'Free World Games' face high hurdles
Boston
A long lane of hurdles could block President Carter's sprinting effort to support an alternative "Free World Olympics" for athletes from nations boycotting the Summer Games in Moscow.
Since the the Kremlin paid no heed to Mr. Carter's deadline for withdrawal of Soviet troops from Afghanistan by Feb. 20, the United States now is committed to finding a site -- or sites -- for an alternate form of competition among the three dozen or so countries that have told the White House they will likely not participate in 1980 Summer Olympics.
But a major hurdle to holding such a counter-competition, contend private American athletic officials, is the unlikelihood of getting approval for such an event from each of the international federations that tightly control amateur athletics in the 26 sports staged at the Olympics.
In track and field, for instance, the US would have to get a majority of the nations in the International Amateur Athletic Federation to agree to allow the alternative games.
If American athletes were to participate in an international event without approval from the federations, officials say, the US could be barred from all future world competition. International rules also generally do not allow two world competitions at the same time.

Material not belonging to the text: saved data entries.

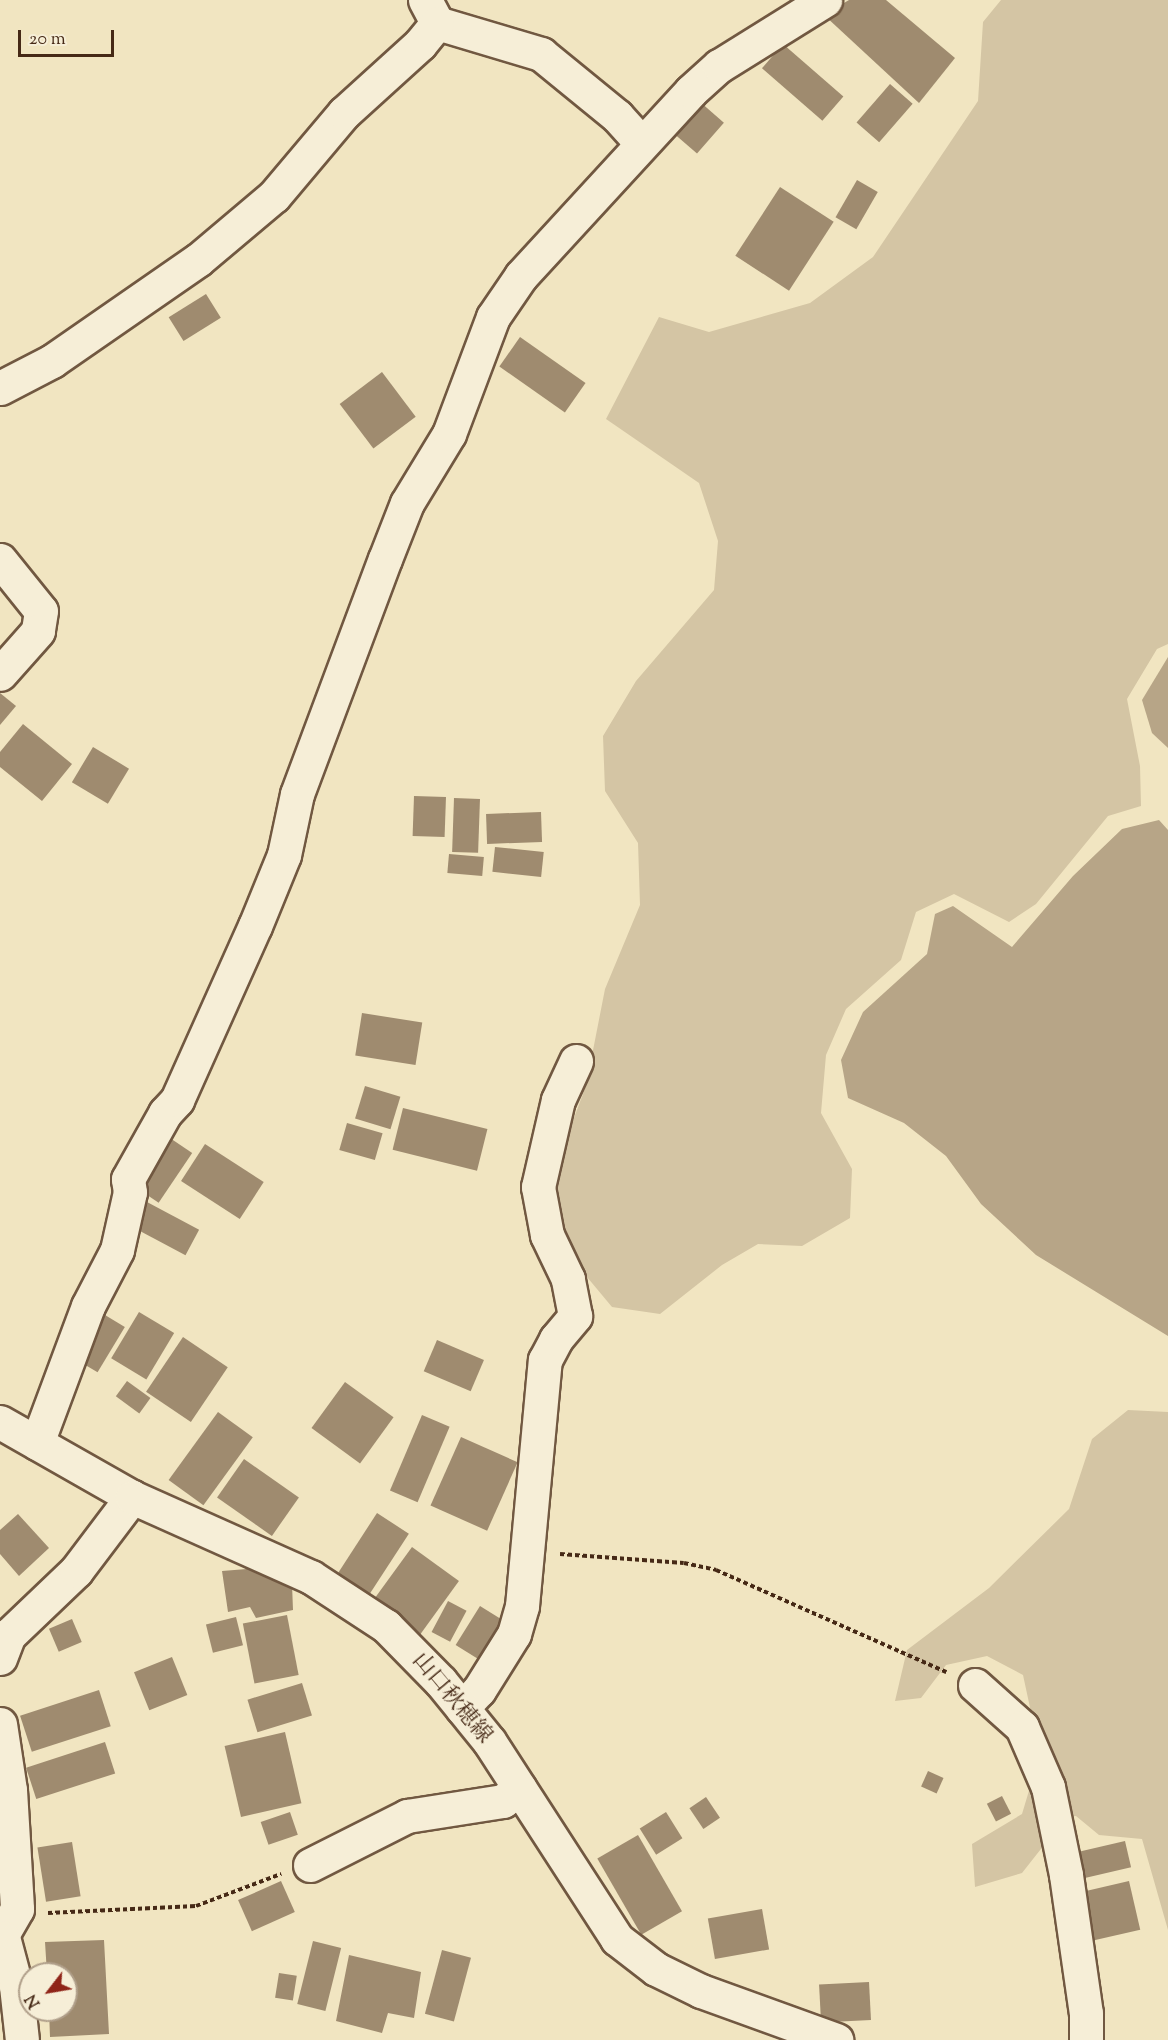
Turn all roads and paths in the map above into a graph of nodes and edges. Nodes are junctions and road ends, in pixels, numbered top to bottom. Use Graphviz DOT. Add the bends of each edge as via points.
graph roads {
  1 [pos="825,0"];
  2 [pos="431,11"];
  3 [pos="641,143"];
  4 [pos="0,388"];
  5 [pos="0,560"];
  6 [pos="0,674"];
  7 [pos="576,1061"];
  8 [pos="0,1422"];
  9 [pos="37,1443"];
  10 [pos="132,1497"];
  11 [pos="525,1568"];
  12 [pos="0,1658"];
  13 [pos="975,1685"];
  14 [pos="462,1708"];
  15 [pos="0,1724"];
  16 [pos="519,1788"];
  17 [pos="310,1865"];
  18 [pos="7,1928"];
  19 [pos="22,2040"];
  20 [pos="836,2040"];
  21 [pos="1086,2040"];
  1 -- 3 [label="street" via="719,66 691,91 660,129"];
  2 -- 3 [label="street" via="541,54 617,116"];
  2 -- 4 [label="street" via="420,44 344,113 274,196 198,260 52,361"];
  3 -- 9 [label="street" via="521,276 493,317 449,434 407,503 388,550 297,794 284,855 267,896 177,1100 165,1113 128,1179 130,1192 117,1250 88,1306"];
  5 -- 6 [label="street" via="41,611 38,631"];
  7 -- 11 [label="street" via="558,1100 538,1187 547,1235 575,1305 575,1316 545,1360"];
  8 -- 9 [label="street, 山口秋穂線"];
  9 -- 10 [label="street, 山口秋穂線"];
  10 -- 12 [label="street" via="76,1571 9,1635"];
  10 -- 14 [label="street, 山口秋穂線" via="311,1577 387,1626"];
  11 -- 13 [label="path" via="551,1563 562,1552 684,1563 716,1570"];
  11 -- 14 [label="street" via="522,1606 514,1634 479,1690"];
  13 -- 21 [label="street" via="1022,1727 1048,1787 1066,1875 1086,2013"];
  14 -- 16 [label="street, 山口秋穂線"];
  15 -- 18 [label="street" via="10,1790"];
  16 -- 17 [label="street" via="503,1801 407,1816"];
  16 -- 20 [label="street, 山口秋穂線" via="617,1939 656,1969 701,1990 770,2019"];
  17 -- 18 [label="path" via="196,1906 31,1914"];
  18 -- 19 [label="street"];
}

Amateur athletic officials in the US are angry that President Carter did not consult them before proposing the alternative games. And they report that American athletes, their morale low because of the boycott of the Moscow games, are unlikely to be eager to compete in any alternative event this year.
In addition to the political problems, however, just the logistics of planning a new world athletic event so quickly makes it highly improbable that a "Free World Olympics" could be staged, athletic officials say. "It's more complicated than organizing a burlap-bag foot race for a Sunday picnic," one coach said. Normally, Olympic Games take six years to plan.

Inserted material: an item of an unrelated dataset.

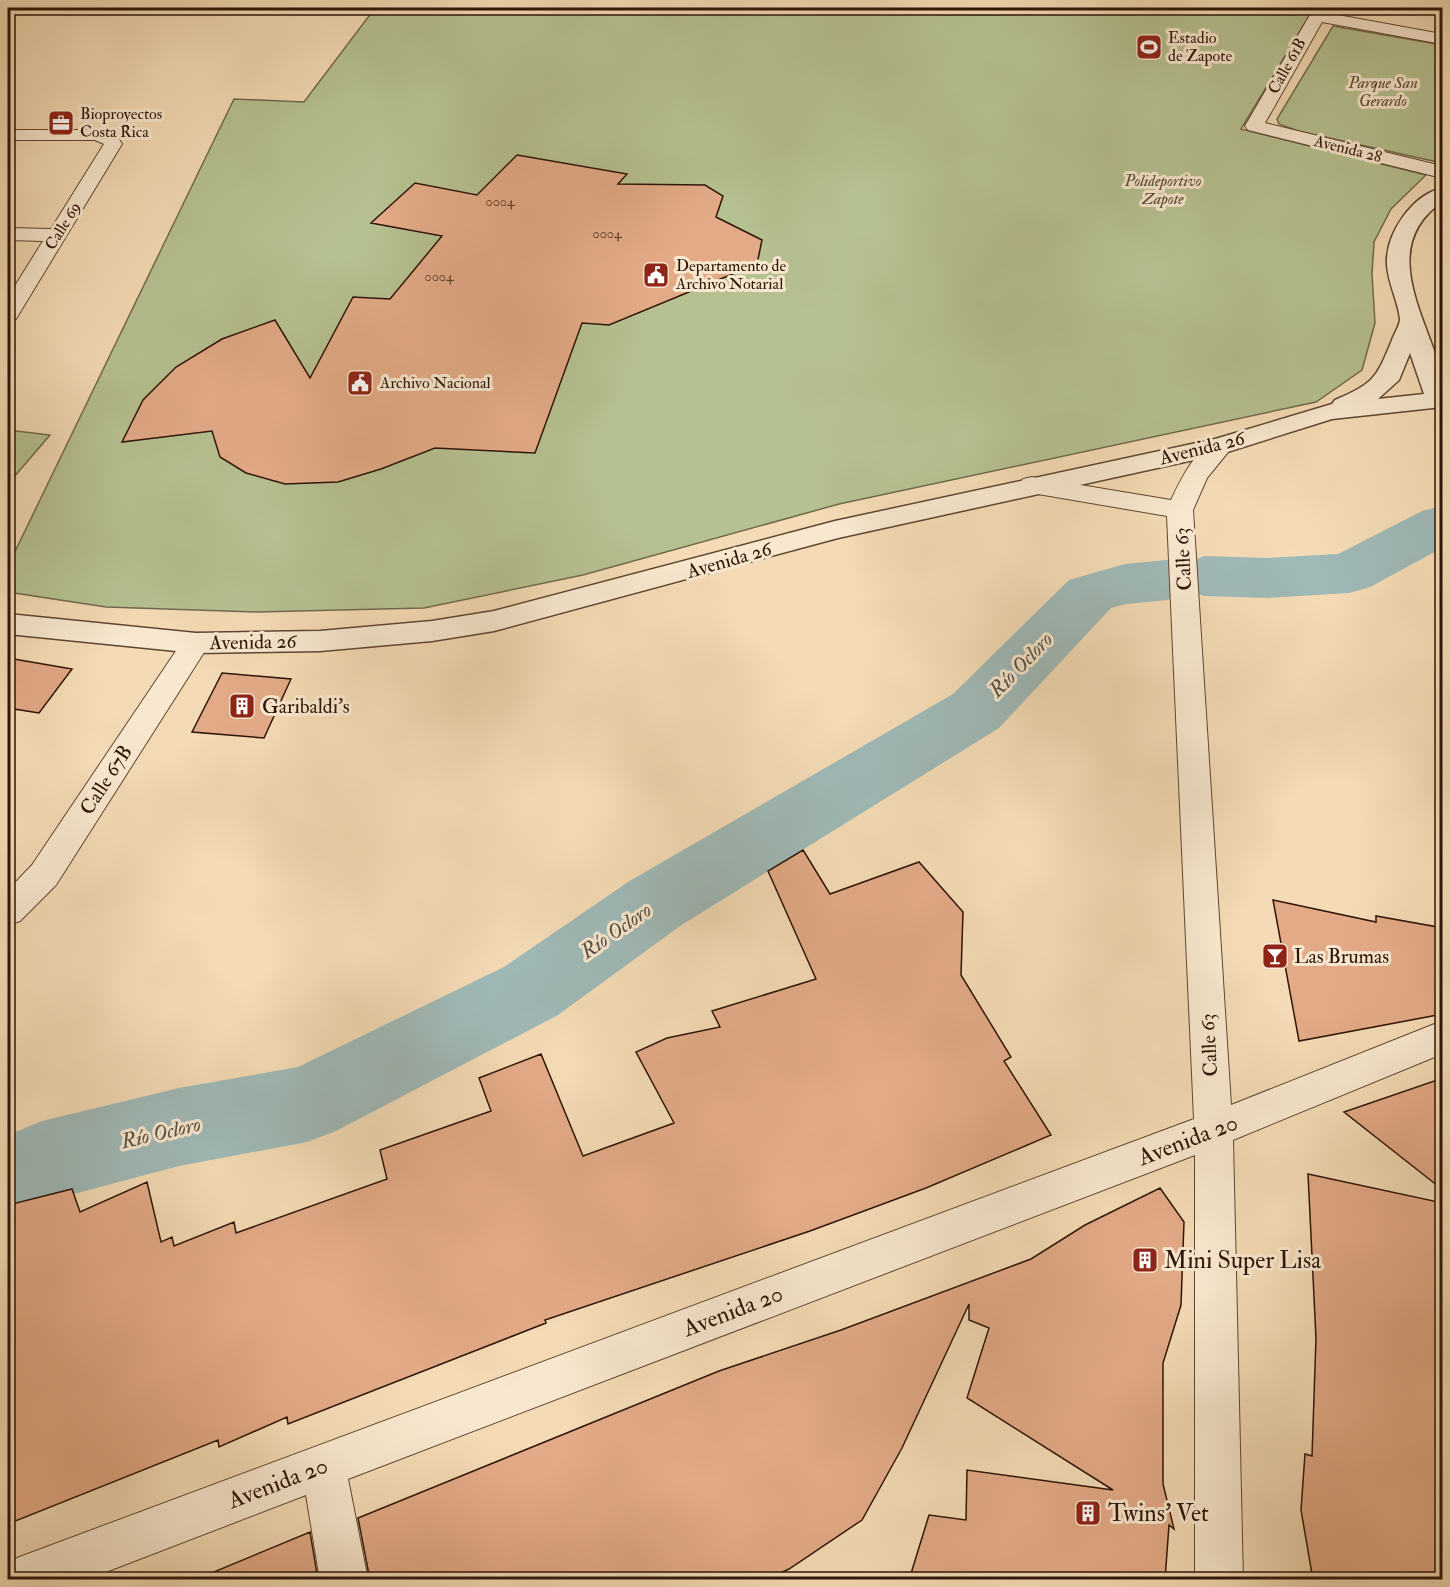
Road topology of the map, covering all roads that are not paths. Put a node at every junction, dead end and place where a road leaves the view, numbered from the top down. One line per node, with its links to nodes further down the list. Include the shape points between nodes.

White House officials, however, hope to scatter the events over "three or four continents," using television to tie the games together for the fans back home. Negotiations to line up facilities are just beginning.

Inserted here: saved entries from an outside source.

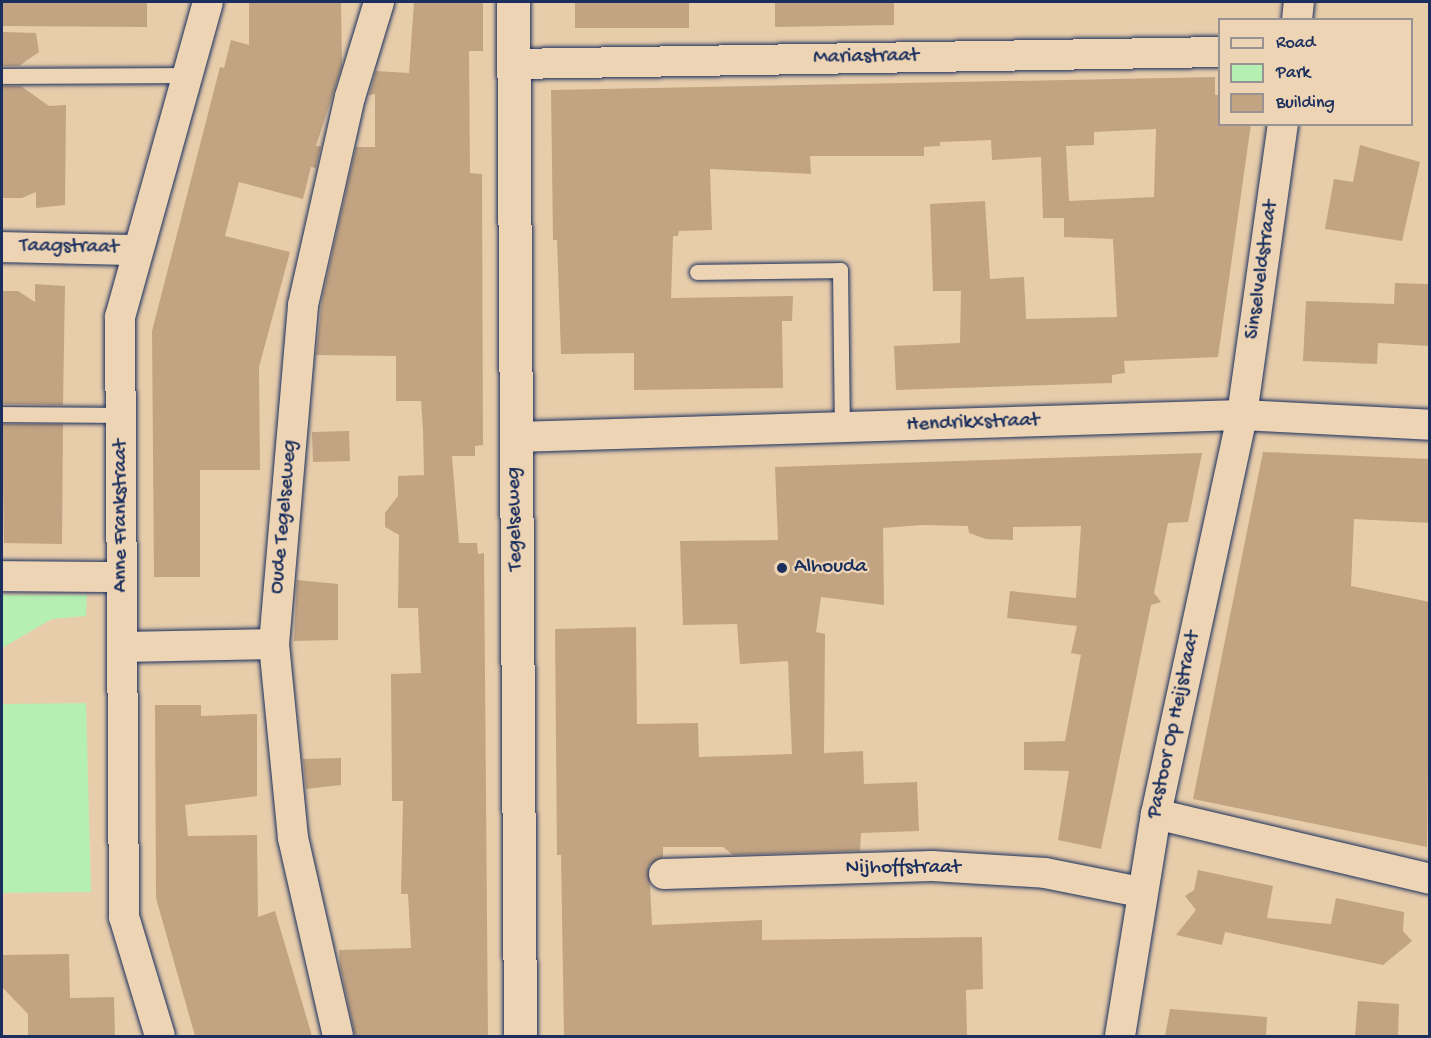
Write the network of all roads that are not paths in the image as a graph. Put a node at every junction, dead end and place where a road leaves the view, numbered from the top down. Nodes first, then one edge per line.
1 (208, 2) edge
2 (379, 2) edge
3 (513, 2) edge
4 (1299, 2) edge
5 (1297, 18) edge
6 (1218, 52) edge
7 (513, 64) junction
8 (187, 75) junction
9 (2, 76) edge
10 (1283, 126) edge
11 (2, 247) edge
12 (137, 250) junction
13 (697, 272) dead end
14 (2, 414) edge
15 (121, 415) junction
16 (1242, 415) junction
17 (1430, 425) edge
18 (842, 428) junction
19 (516, 437) junction
20 (2, 576) edge
21 (122, 577) junction
22 (274, 644) junction
23 (124, 647) junction
24 (1156, 814) junction
25 (664, 874) dead end
26 (1430, 879) edge
27 (1140, 892) junction
28 (160, 1036) edge
29 (338, 1036) edge
30 (520, 1036) edge
31 (1120, 1036) edge

1 - 8 street, Anne Frankstraat
2 - 22 street, Oude Tegelseweg
3 - 7 street, Tegelseweg
4 - 5 street
6 - 7 street, Mariastraat
7 - 19 street, Tegelseweg
8 - 9 lane
8 - 12 street, Anne Frankstraat
10 - 16 street, Sinselveldstraat
11 - 12 street, Taagstraat
12 - 15 street, Anne Frankstraat
13 - 18 lane
14 - 15 lane
15 - 21 street, Anne Frankstraat
16 - 17 street, Hendrikxstraat
16 - 18 street, Hendrikxstraat
16 - 24 street, Pastoor Op Heijstraat
18 - 19 street, Hendrikxstraat
19 - 30 street, Tegelseweg
20 - 21 street
21 - 23 street, Anne Frankstraat
22 - 23 street
22 - 29 street, Oude Tegelseweg
23 - 28 street, Anne Frankstraat
24 - 26 street
24 - 27 street, Pastoor Op Heijstraat
25 - 27 street, Nijhoffstraat
27 - 31 street, Pastoor Op Heijstraat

The leftover Olympic sites of Montreal (from 1976) and Munich (1972) are seen as possibilities, but have not been lined up yet.
For a few individual sports, finding facilities can be difficult. In weight-lifting, for instance, American officials are not sure where a stage can be found that would take 1000-pound barbells dropping on it. The $7,000 stage for the 1978 world weight-lifting championships held in Pennsylvania was dismantled and the lumber sold.
The organizer of the largest US event in track and field, James Tuppeny at the University of Pennsylvania, where the yearly Penn Relays are held for 25,000 athletes, says that sponsoring a counter-Olympics from scratch would take a year.
Several cities in the US have been suggested as sites for the games, although White House officials say they want to avoid the political implications of using US sites for a significant portion of the games. The suggested cities include Boston, Philadelphia, Honolulu, Los Angeles, and the Meadowlands in New Jersey.
In April, the US Olympic Committee will meet to decide whether to sponsor a "national sports festival" in 1980 as it has done in the past two non-Olympic years. "But as far as we're concerned, there is no alternative to the Olympics, " says committee spokesman Dennis Keegan.
Many American athletes, unsure of whether they will be competing, have stopped training, coaches say. In swimming, the Olympic trials have been canceled and a meet between West Germany and the US has been rescheduled to coincide with the Olympics in July.